Accessibility Services work across all departments in the school. “We help our students successfully navigate college with a disability while keeping the university compliant with the ADA,” says Hinda Levin–Kreiger, an accessibility services advisor on the Providence Campus. “We offer a wide range of assistance from classroom accommodations to mobility assistance.”

Levin–Kreiger has been working at JWU for 28 years. Helping college students has always been something she was deeply passionate about. Her passion started when she helped diagnose her older brother when he was going to college. “My brother struggled growing up. I noticed something was off about him, so I went to my parents,” says Levin–Kreiger. Her brother was her motivation for her to work with college students. Back then, since it was not well known, she saw a need to help students at that level. She wanted college students to have what her brother never had available to him.  

At JWU Charlotte, Megan Wagner does the same. “A big part of my role is educating students on their rights through the Americans with Disabilities Act so students can understand what their rights are, what accommodations they are entitled to, and how they can use this knowledge after they graduate in the workforce as well,” says Wagner, who is the associate director of Accessibility Services on the Charlotte Campus.  

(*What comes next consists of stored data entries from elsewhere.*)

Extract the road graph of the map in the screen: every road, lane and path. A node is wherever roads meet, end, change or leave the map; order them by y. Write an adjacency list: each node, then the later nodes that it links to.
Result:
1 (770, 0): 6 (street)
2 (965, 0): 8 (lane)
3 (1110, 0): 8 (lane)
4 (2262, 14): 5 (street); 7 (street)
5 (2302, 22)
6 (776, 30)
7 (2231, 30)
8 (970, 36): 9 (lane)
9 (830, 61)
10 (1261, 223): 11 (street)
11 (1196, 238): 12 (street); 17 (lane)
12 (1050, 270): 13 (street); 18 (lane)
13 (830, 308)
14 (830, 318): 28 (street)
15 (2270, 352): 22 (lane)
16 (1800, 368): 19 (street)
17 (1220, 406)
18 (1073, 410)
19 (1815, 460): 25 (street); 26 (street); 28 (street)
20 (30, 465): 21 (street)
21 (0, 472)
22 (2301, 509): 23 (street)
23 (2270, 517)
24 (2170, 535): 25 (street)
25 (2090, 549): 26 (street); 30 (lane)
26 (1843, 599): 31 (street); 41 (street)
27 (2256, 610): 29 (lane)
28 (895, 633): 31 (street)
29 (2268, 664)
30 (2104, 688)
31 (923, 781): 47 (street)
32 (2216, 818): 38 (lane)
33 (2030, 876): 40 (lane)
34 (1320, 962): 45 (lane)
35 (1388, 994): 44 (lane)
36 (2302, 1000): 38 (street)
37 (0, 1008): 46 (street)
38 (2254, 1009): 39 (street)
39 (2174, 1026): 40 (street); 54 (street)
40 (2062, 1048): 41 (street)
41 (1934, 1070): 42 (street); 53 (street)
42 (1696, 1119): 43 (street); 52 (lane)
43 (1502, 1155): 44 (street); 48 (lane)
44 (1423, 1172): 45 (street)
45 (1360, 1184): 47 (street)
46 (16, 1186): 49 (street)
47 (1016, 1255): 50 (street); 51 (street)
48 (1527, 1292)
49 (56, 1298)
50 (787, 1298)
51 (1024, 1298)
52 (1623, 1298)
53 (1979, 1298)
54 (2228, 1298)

She started working for the disability community in 2018 at a summer camp for adults and children in her hometown. After graduating college in 2020, she took a job in the North Carolina Division Services for the Blind, working with people who had visual impairments. “This experience opened my eyes to the barriers that the disability community faces every day and made me want to work to remove those barriers,” says Wagner. She then joined JWU in August of 2022 to help students with disabilities find success in college. 

Having people like Hinda Levin–Kreiger and Megan Wagner, who are so passionate about helping students with different needs, is something that really sets JWU apart.

A student and a professor sitting at a table with a laptop 

How can you get accommodation at JWU? 

If a student wishes to acquire accommodation, they are required to provide certified documentation from a certified professional. Rest assured the documentation remains confidential with the Accessibility Center. Some examples of documentation that you can provide to the Accessibility Center are medical records (most recent visit, diagnosis, severity, functional limitation, suggested reasonable accommodations), most recent psychoeducational testing, and your most recent school records (such as an IEP, 504 Plan, or a Summary of Performance).  

How has JWU helped me succeed? 

At Johnson & Wales, they have a true accessibility center where they have dedicated advisors to help you if you're having difficulty with a class. I transferred from a very large two-year community college, where the accessibility center was incredibly understaffed and hands-off. JWU gave me a better sense of inclusion when it came to my learning disability. Having these resources has helped me so much in college and has helped me succeed as a student and as an individual. I would encourage any student looking at colleges to consider JWU, especially if you have a learning disability. Having any kind of disability should never be an obstacle to getting an education, and JWU has the resources to make sure every student can succeed.